**WORK INSTRUCTION:** Could you please write out the data shown below, exactly and in full?

**EXERCISE DATA:**
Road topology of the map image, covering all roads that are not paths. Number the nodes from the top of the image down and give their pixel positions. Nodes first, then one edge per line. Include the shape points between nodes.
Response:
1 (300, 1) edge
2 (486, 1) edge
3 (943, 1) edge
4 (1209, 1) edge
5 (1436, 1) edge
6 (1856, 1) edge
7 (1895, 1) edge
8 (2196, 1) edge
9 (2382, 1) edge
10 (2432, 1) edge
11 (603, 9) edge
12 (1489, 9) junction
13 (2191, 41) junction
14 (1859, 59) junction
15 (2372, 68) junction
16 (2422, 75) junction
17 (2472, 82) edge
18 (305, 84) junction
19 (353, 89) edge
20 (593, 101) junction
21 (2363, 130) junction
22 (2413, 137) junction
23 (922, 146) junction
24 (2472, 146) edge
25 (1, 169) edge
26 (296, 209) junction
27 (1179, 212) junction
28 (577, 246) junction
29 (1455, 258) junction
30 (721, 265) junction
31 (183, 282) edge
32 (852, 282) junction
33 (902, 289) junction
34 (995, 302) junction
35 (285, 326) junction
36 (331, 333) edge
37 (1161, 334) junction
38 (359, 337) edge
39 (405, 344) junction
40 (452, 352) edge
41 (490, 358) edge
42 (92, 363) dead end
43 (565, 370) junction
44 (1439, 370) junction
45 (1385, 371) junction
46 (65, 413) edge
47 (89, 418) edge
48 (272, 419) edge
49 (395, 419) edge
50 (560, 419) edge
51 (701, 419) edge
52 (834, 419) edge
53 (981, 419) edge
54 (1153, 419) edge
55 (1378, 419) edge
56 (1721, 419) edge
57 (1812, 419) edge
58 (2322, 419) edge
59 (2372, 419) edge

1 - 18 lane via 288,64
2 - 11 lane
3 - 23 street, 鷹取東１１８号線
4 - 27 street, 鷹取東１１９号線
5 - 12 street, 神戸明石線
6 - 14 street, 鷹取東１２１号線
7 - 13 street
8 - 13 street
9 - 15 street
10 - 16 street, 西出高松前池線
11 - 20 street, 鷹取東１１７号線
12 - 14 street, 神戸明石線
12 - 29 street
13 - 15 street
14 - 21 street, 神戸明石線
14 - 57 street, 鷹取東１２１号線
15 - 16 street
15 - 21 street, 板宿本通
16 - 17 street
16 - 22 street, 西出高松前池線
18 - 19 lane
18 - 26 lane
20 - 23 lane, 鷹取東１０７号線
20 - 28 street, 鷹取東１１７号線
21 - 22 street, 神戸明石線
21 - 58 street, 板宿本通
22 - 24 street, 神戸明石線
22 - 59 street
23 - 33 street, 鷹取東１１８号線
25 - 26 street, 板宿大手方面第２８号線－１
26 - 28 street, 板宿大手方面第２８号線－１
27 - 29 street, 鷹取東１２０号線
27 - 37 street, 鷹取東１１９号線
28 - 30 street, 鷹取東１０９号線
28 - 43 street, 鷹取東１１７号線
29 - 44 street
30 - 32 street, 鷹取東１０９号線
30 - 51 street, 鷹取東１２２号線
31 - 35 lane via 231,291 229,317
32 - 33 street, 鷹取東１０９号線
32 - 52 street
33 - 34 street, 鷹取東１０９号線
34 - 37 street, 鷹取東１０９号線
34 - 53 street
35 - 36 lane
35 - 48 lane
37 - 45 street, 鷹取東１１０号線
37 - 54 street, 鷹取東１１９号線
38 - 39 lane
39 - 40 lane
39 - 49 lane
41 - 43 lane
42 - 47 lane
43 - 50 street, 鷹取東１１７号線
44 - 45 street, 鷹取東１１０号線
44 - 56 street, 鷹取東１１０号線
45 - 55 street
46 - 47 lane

**YOUR RESPONSE:**
Road topology of the map image, covering all roads that are not paths. Number the nodes from the top of the image down and give their pixel positions. Nodes first, then one edge per line. Include the shape points between nodes.
Response:
1 (300, 1) edge
2 (486, 1) edge
3 (943, 1) edge
4 (1209, 1) edge
5 (1436, 1) edge
6 (1856, 1) edge
7 (1895, 1) edge
8 (2196, 1) edge
9 (2382, 1) edge
10 (2432, 1) edge
11 (603, 9) edge
12 (1489, 9) junction
13 (2191, 41) junction
14 (1859, 59) junction
15 (2372, 68) junction
16 (2422, 75) junction
17 (2472, 82) edge
18 (305, 84) junction
19 (353, 89) edge
20 (593, 101) junction
21 (2363, 130) junction
22 (2413, 137) junction
23 (922, 146) junction
24 (2472, 146) edge
25 (1, 169) edge
26 (296, 209) junction
27 (1179, 212) junction
28 (577, 246) junction
29 (1455, 258) junction
30 (721, 265) junction
31 (183, 282) edge
32 (852, 282) junction
33 (902, 289) junction
34 (995, 302) junction
35 (285, 326) junction
36 (331, 333) edge
37 (1161, 334) junction
38 (359, 337) edge
39 (405, 344) junction
40 (452, 352) edge
41 (490, 358) edge
42 (92, 363) dead end
43 (565, 370) junction
44 (1439, 370) junction
45 (1385, 371) junction
46 (65, 413) edge
47 (89, 418) edge
48 (272, 419) edge
49 (395, 419) edge
50 (560, 419) edge
51 (701, 419) edge
52 (834, 419) edge
53 (981, 419) edge
54 (1153, 419) edge
55 (1378, 419) edge
56 (1721, 419) edge
57 (1812, 419) edge
58 (2322, 419) edge
59 (2372, 419) edge

1 - 18 lane via 288,64
2 - 11 lane
3 - 23 street, 鷹取東１１８号線
4 - 27 street, 鷹取東１１９号線
5 - 12 street, 神戸明石線
6 - 14 street, 鷹取東１２１号線
7 - 13 street
8 - 13 street
9 - 15 street
10 - 16 street, 西出高松前池線
11 - 20 street, 鷹取東１１７号線
12 - 14 street, 神戸明石線
12 - 29 street
13 - 15 street
14 - 21 street, 神戸明石線
14 - 57 street, 鷹取東１２１号線
15 - 16 street
15 - 21 street, 板宿本通
16 - 17 street
16 - 22 street, 西出高松前池線
18 - 19 lane
18 - 26 lane
20 - 23 lane, 鷹取東１０７号線
20 - 28 street, 鷹取東１１７号線
21 - 22 street, 神戸明石線
21 - 58 street, 板宿本通
22 - 24 street, 神戸明石線
22 - 59 street
23 - 33 street, 鷹取東１１８号線
25 - 26 street, 板宿大手方面第２８号線－１
26 - 28 street, 板宿大手方面第２８号線－１
27 - 29 street, 鷹取東１２０号線
27 - 37 street, 鷹取東１１９号線
28 - 30 street, 鷹取東１０９号線
28 - 43 street, 鷹取東１１７号線
29 - 44 street
30 - 32 street, 鷹取東１０９号線
30 - 51 street, 鷹取東１２２号線
31 - 35 lane via 231,291 229,317
32 - 33 street, 鷹取東１０９号線
32 - 52 street
33 - 34 street, 鷹取東１０９号線
34 - 37 street, 鷹取東１０９号線
34 - 53 street
35 - 36 lane
35 - 48 lane
37 - 45 street, 鷹取東１１０号線
37 - 54 street, 鷹取東１１９号線
38 - 39 lane
39 - 40 lane
39 - 49 lane
41 - 43 lane
42 - 47 lane
43 - 50 street, 鷹取東１１７号線
44 - 45 street, 鷹取東１１０号線
44 - 56 street, 鷹取東１１０号線
45 - 55 street
46 - 47 lane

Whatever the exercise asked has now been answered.